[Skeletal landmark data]
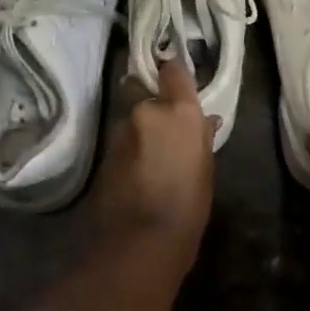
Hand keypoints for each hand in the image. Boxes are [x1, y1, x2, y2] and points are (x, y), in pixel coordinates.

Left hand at [92, 59, 216, 254]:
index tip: (178, 81)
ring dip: (141, 131)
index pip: (173, 70)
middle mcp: (146, 111)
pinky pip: (122, 141)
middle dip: (154, 108)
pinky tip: (139, 173)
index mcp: (178, 111)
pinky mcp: (103, 152)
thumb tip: (205, 121)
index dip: (175, 73)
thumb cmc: (188, 206)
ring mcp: (120, 130)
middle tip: (167, 132)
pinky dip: (130, 150)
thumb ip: (201, 137)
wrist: (140, 241)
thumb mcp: (206, 170)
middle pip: (148, 95)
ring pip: (132, 120)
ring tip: (153, 159)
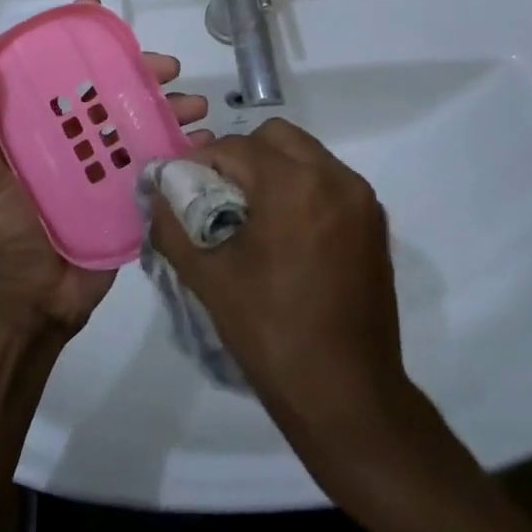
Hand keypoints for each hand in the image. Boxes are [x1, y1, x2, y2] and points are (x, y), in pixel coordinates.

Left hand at [0, 0, 208, 337]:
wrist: (28, 305)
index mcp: (30, 126)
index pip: (55, 70)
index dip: (78, 40)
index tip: (104, 14)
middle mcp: (67, 139)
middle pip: (107, 91)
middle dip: (140, 73)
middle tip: (169, 69)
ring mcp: (99, 168)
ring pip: (138, 122)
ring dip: (169, 107)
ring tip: (195, 105)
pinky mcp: (125, 196)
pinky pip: (155, 163)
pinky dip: (180, 148)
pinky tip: (202, 141)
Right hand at [147, 119, 412, 468]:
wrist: (346, 394)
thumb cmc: (271, 333)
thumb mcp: (208, 278)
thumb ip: (173, 225)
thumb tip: (155, 193)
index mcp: (294, 184)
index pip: (235, 147)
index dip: (202, 162)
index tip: (184, 188)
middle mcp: (335, 178)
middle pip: (276, 137)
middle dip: (242, 156)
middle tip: (218, 195)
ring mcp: (362, 200)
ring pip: (307, 155)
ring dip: (274, 169)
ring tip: (251, 215)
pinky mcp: (376, 224)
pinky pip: (330, 182)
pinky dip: (303, 188)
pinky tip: (286, 233)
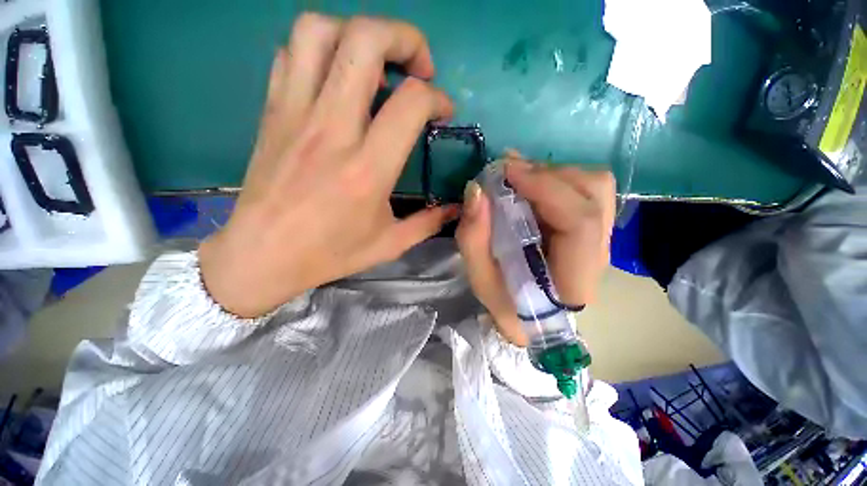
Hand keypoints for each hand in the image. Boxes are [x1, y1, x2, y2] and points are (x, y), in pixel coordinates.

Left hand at [199, 14, 456, 317]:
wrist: (263, 255)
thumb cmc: (330, 253)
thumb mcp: (390, 244)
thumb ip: (428, 223)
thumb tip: (457, 208)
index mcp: (367, 169)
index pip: (411, 103)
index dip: (437, 97)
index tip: (443, 112)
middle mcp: (332, 130)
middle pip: (364, 41)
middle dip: (404, 38)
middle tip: (417, 66)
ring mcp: (295, 114)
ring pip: (320, 31)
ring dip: (357, 33)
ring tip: (376, 64)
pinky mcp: (272, 112)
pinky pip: (291, 53)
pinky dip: (321, 51)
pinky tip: (337, 78)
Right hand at [456, 156, 615, 345]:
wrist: (530, 316)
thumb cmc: (506, 303)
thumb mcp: (480, 277)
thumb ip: (473, 237)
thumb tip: (477, 189)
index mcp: (574, 279)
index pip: (581, 223)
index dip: (546, 189)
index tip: (507, 172)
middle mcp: (598, 254)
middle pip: (594, 193)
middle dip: (547, 174)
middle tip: (508, 173)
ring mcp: (601, 238)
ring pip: (594, 186)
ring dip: (552, 174)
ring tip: (518, 178)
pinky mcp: (593, 229)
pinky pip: (585, 190)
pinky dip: (555, 179)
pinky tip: (530, 185)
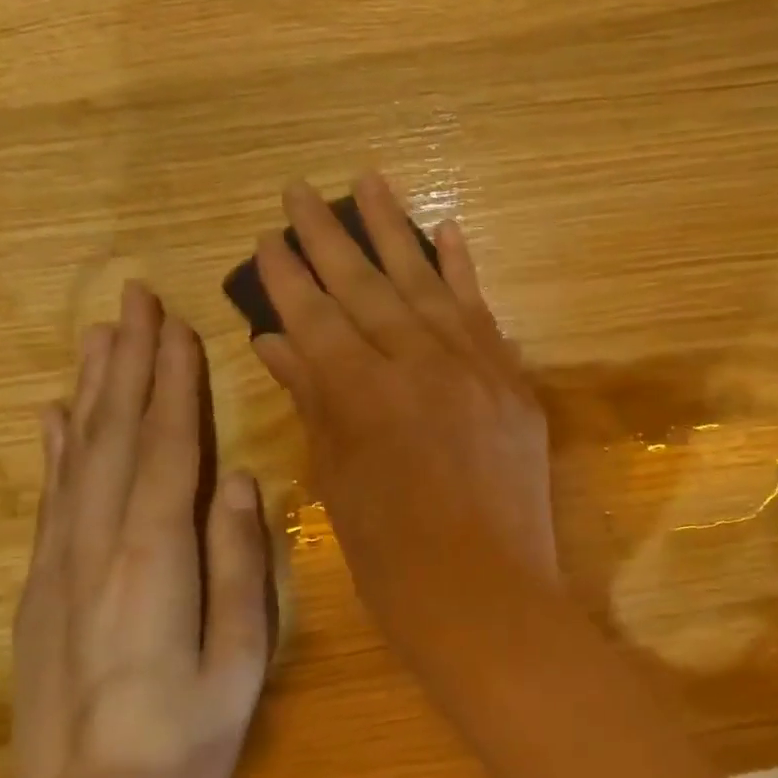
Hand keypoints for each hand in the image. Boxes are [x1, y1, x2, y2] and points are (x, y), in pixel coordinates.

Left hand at [12, 282, 271, 777]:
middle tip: (136, 300)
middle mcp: (97, 547)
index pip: (168, 449)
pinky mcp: (40, 589)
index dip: (173, 384)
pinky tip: (56, 415)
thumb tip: (236, 481)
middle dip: (130, 363)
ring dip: (94, 389)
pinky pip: (52, 499)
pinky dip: (57, 448)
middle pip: (117, 436)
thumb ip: (236, 566)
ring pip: (79, 456)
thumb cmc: (181, 746)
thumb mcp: (238, 664)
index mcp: (153, 561)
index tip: (178, 326)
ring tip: (101, 334)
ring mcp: (59, 566)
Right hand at [251, 175, 557, 664]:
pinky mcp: (513, 382)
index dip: (287, 277)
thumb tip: (277, 343)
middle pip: (366, 286)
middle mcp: (419, 364)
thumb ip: (313, 403)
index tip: (265, 238)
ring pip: (427, 284)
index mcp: (363, 395)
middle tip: (300, 190)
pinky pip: (484, 313)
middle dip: (329, 236)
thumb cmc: (394, 560)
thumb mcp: (337, 483)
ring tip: (372, 179)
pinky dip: (463, 271)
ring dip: (397, 230)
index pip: (316, 317)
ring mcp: (475, 368)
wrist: (488, 598)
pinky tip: (447, 230)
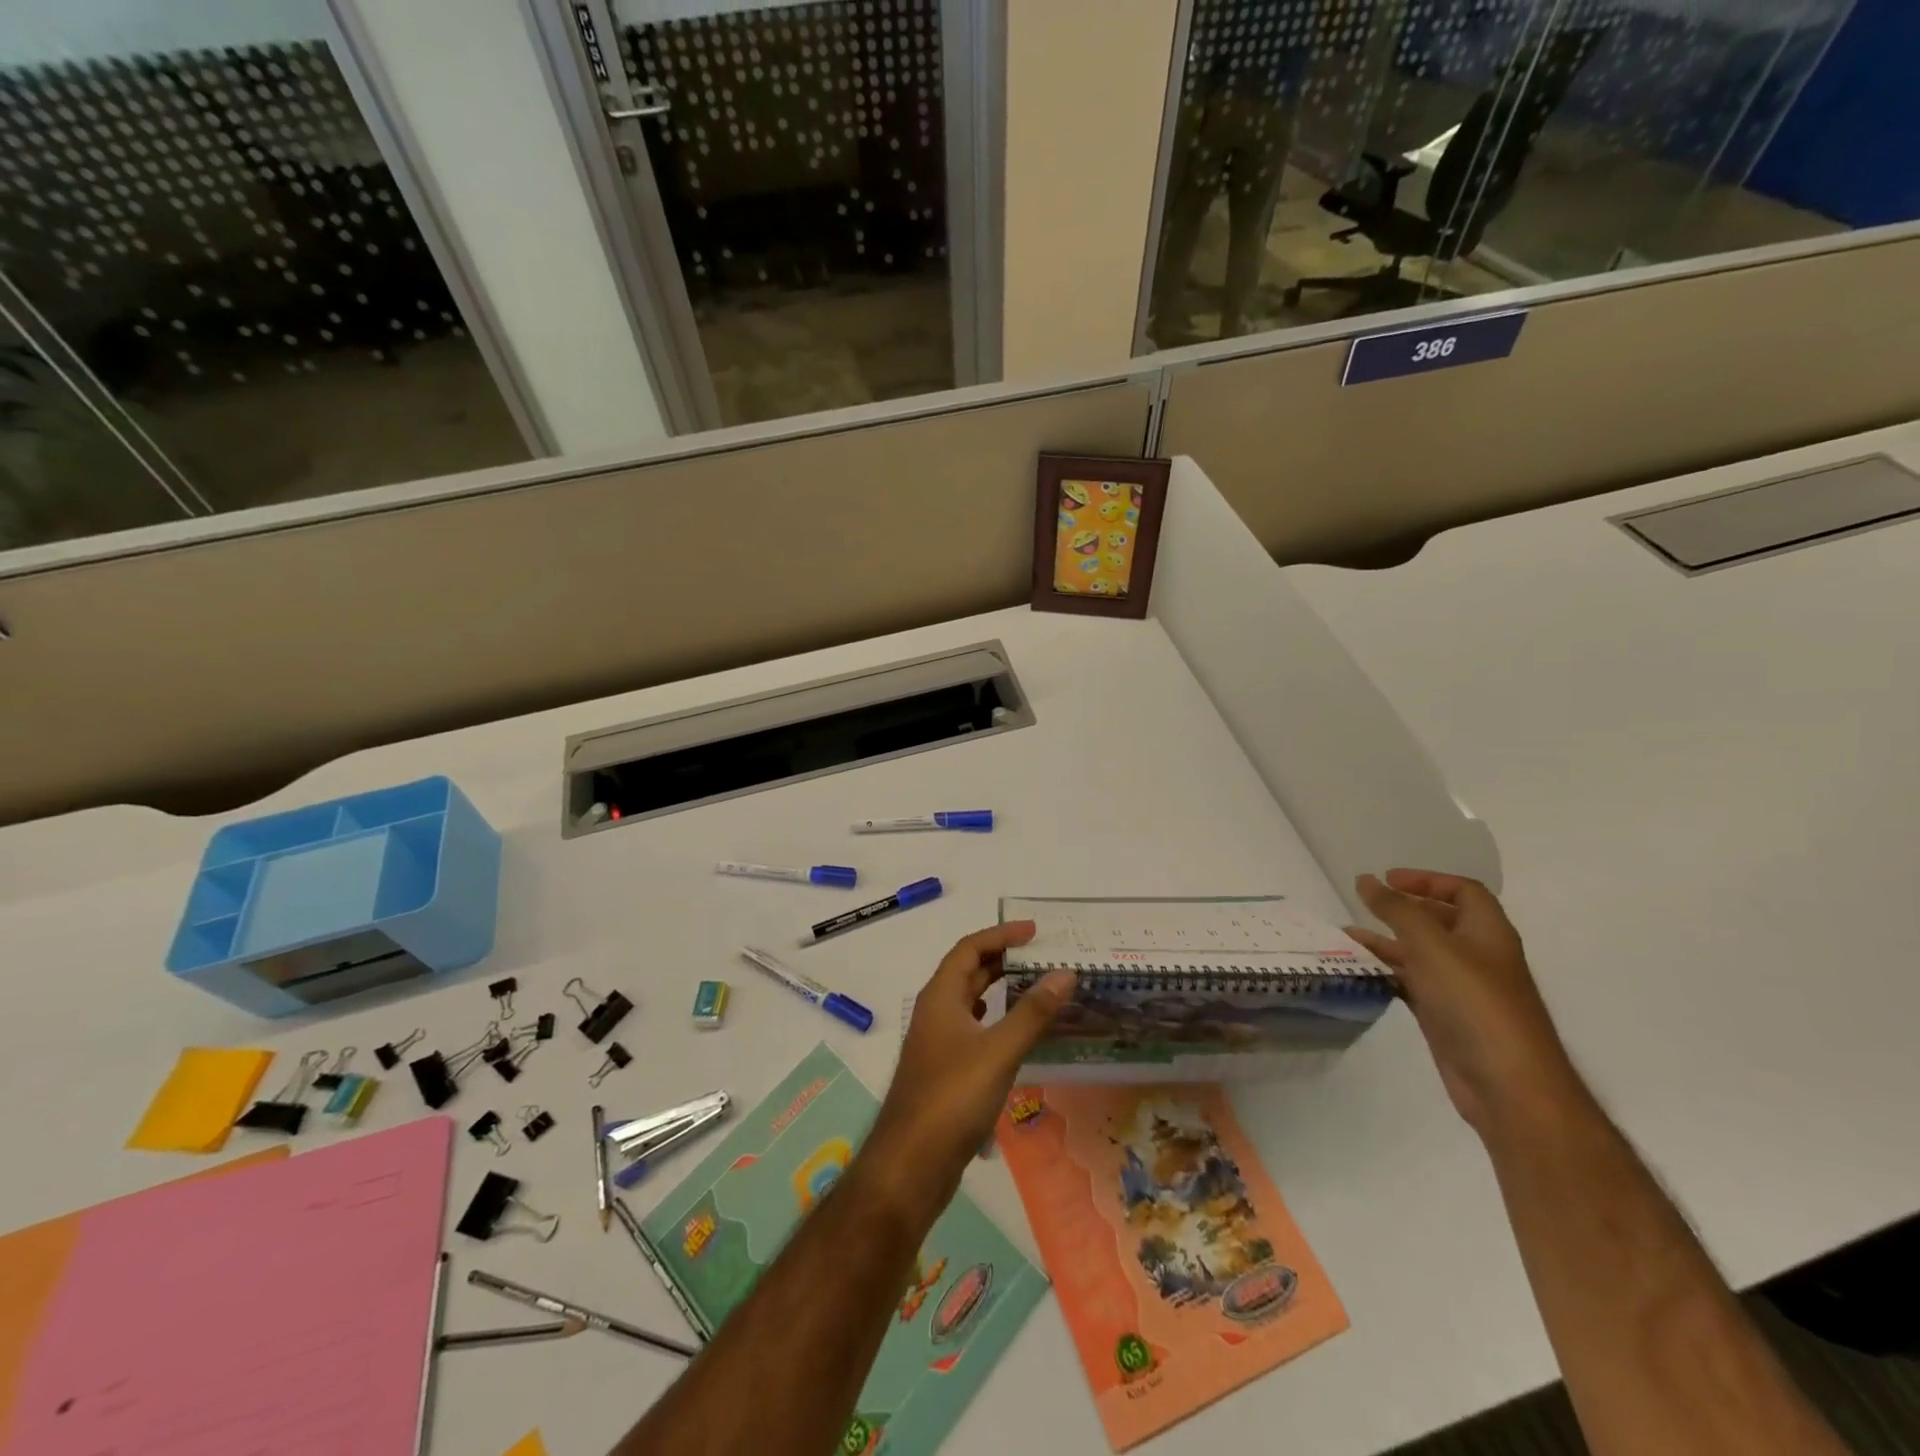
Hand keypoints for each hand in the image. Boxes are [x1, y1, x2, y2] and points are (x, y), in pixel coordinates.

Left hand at [864, 922, 1075, 1213]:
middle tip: (1041, 956)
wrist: (911, 1164)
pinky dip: (995, 1020)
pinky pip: (973, 1029)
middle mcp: (936, 1012)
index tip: (1035, 932)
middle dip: (1003, 958)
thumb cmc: (952, 1098)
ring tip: (1036, 986)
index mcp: (941, 997)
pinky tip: (1015, 1032)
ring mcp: (938, 1043)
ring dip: (999, 988)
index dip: (1001, 934)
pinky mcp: (945, 1070)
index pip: (969, 948)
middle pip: (969, 971)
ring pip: (970, 1002)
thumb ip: (1032, 1013)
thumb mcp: (999, 1052)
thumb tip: (1064, 973)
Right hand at [1347, 870, 1580, 1138]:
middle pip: (1441, 921)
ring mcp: (1462, 989)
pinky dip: (1388, 972)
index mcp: (1488, 933)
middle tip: (1365, 905)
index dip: (1427, 880)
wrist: (1508, 1085)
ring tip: (1348, 936)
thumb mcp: (1431, 945)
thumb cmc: (1474, 1002)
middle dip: (1403, 910)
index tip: (1387, 879)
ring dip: (1388, 941)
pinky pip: (1413, 983)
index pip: (1463, 891)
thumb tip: (1366, 879)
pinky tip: (1361, 969)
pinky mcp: (1447, 1017)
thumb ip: (1396, 910)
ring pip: (1422, 953)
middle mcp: (1478, 956)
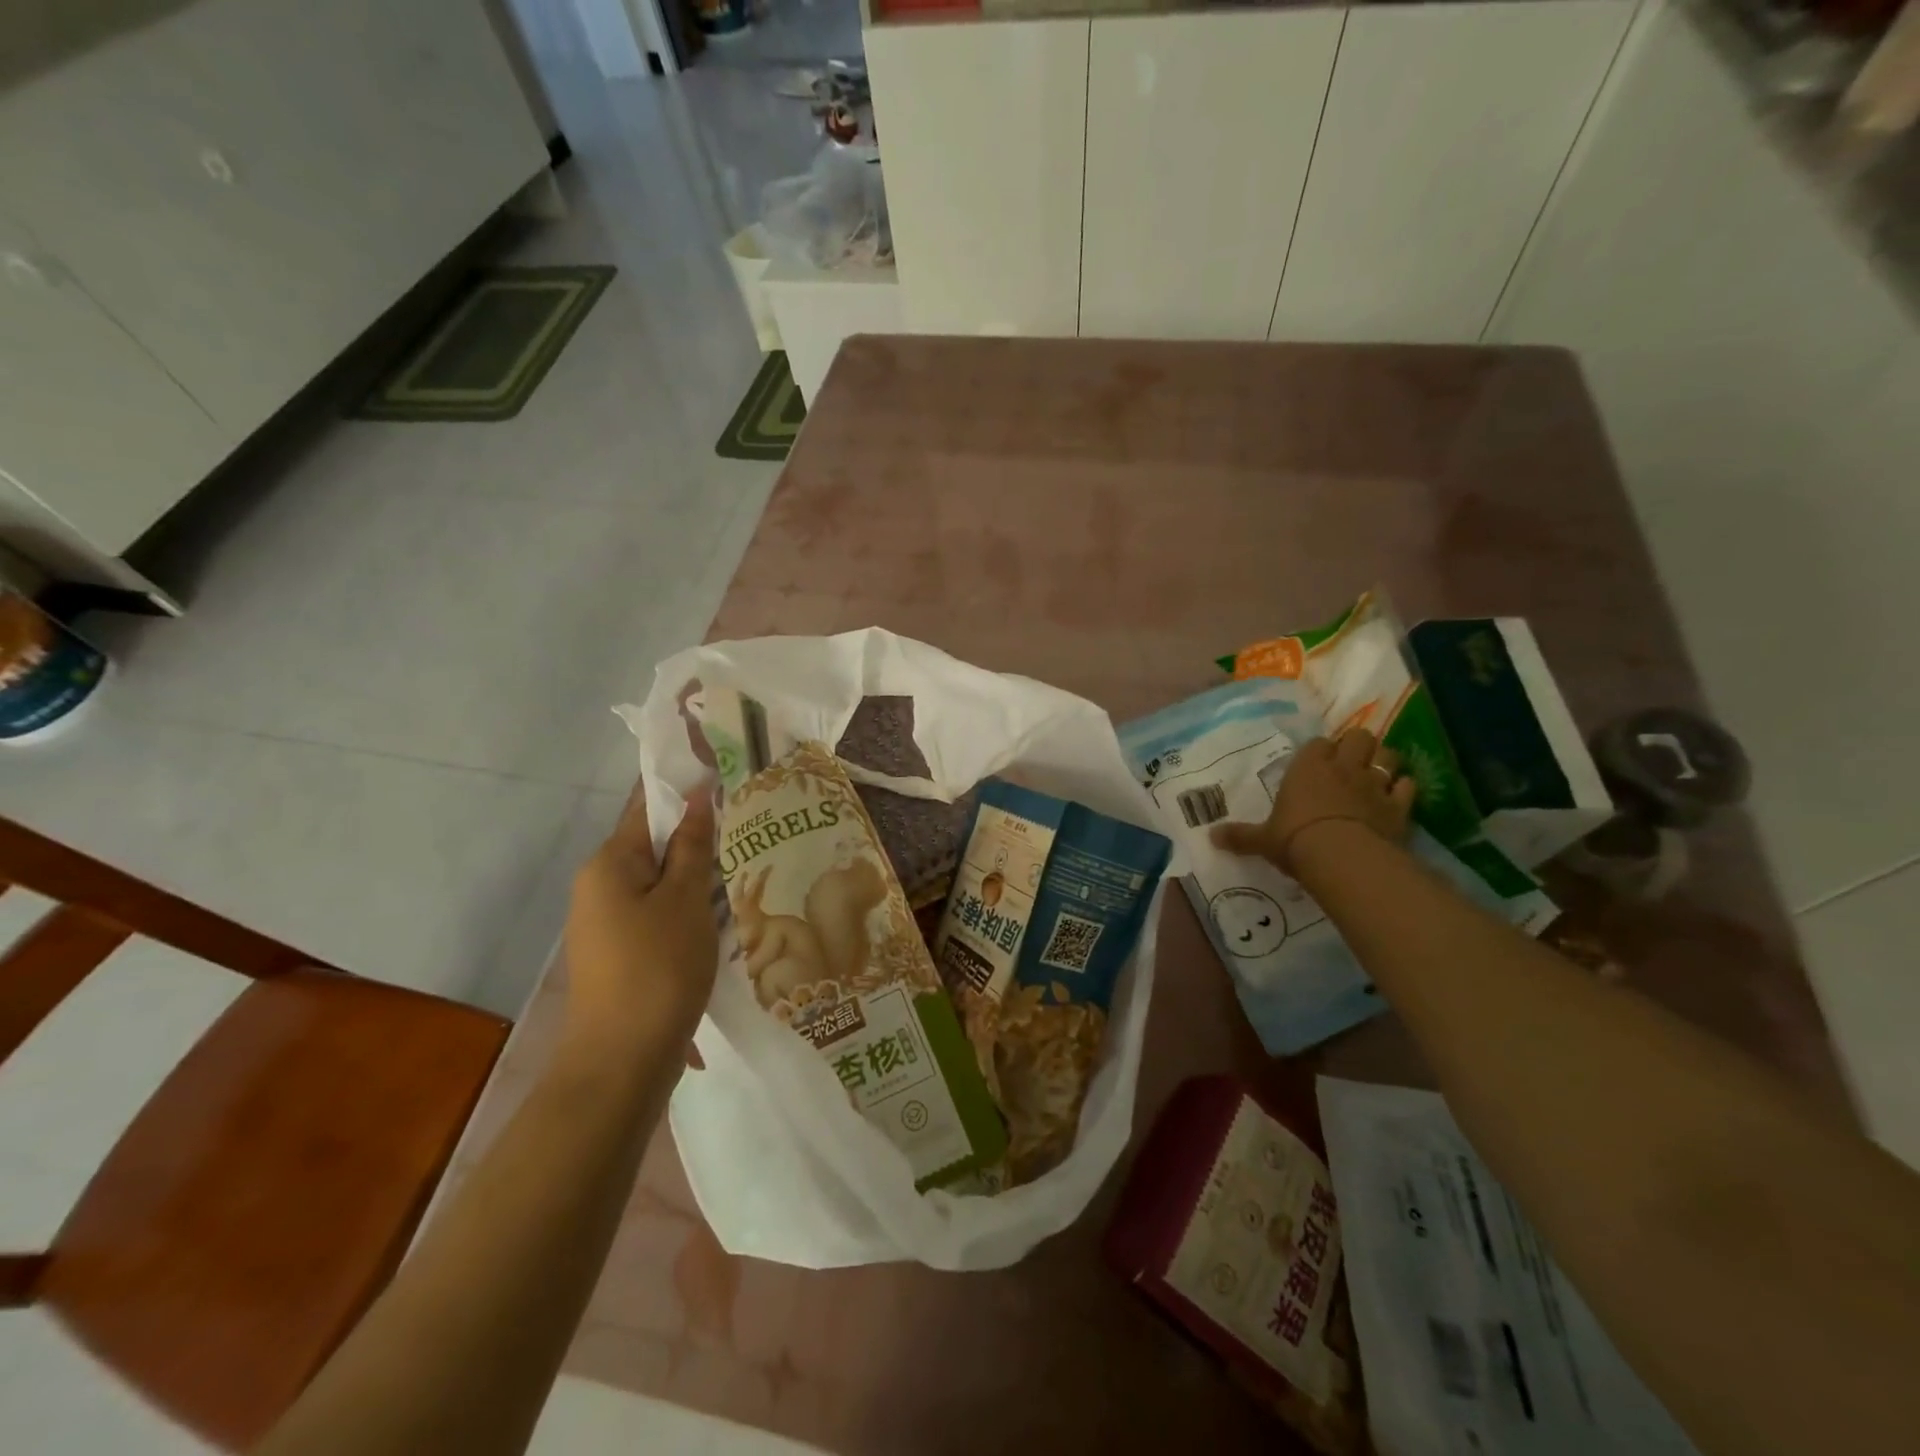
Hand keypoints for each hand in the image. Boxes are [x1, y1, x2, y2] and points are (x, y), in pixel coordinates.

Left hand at [563, 781, 718, 1067]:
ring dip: (696, 873)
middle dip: (697, 834)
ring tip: (744, 864)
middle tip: (748, 825)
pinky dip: (688, 904)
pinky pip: (658, 910)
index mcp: (609, 863)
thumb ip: (691, 845)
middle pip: (653, 842)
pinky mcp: (621, 951)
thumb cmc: (658, 968)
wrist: (621, 1062)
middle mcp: (599, 885)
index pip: (647, 804)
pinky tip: (723, 912)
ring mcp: (607, 921)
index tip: (722, 769)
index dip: (683, 784)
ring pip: (659, 879)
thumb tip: (697, 795)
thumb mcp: (685, 900)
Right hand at [1212, 729, 1415, 874]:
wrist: (1342, 857)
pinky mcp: (1399, 805)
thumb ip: (1240, 836)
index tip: (1316, 762)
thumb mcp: (1262, 840)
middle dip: (1357, 745)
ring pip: (1388, 754)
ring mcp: (1375, 784)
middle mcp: (1343, 767)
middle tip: (1350, 762)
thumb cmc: (1295, 839)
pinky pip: (1407, 786)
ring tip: (1376, 773)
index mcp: (1308, 767)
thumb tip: (1211, 837)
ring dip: (1384, 760)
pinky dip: (1403, 788)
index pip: (1318, 743)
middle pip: (1359, 737)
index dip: (1320, 751)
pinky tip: (1397, 796)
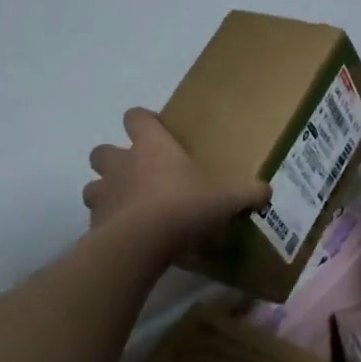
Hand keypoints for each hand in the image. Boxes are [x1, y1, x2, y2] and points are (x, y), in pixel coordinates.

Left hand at [82, 109, 269, 253]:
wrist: (141, 244)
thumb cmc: (184, 205)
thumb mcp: (227, 197)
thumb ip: (247, 192)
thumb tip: (267, 191)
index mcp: (152, 147)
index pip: (136, 117)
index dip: (143, 121)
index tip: (156, 132)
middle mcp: (122, 164)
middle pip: (102, 151)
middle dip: (115, 160)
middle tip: (139, 175)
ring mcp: (104, 195)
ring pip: (93, 186)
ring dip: (107, 193)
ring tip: (129, 208)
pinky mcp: (94, 226)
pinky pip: (97, 221)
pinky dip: (108, 226)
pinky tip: (128, 238)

- Task brief
Your task is to copy only the lines above starting at the one containing "thumb tip: (1366, 879)" and ending at the one containing "pinky pip: (658, 910)". Copy them exactly, both ends included, and omit the pictures.

- Answer to this problem
thumb tip: (1366, 879)
pinky tip: (1361, 969)
pinky mcp: (1447, 1017)
thumb ip: (1396, 910)
ring pip: (1422, 953)
middle mcp: (1478, 956)
Hand keypoints for each hand in the image. Boxes are [x1, y1, x2, y2] and points are (x, y), in pixel coordinates.

Left hand at [563, 781, 718, 1067]:
ring dip: (696, 873)
middle dip: (697, 834)
ring tip: (744, 864)
middle tip: (748, 825)
pinky dip: (688, 904)
pinky pip: (658, 910)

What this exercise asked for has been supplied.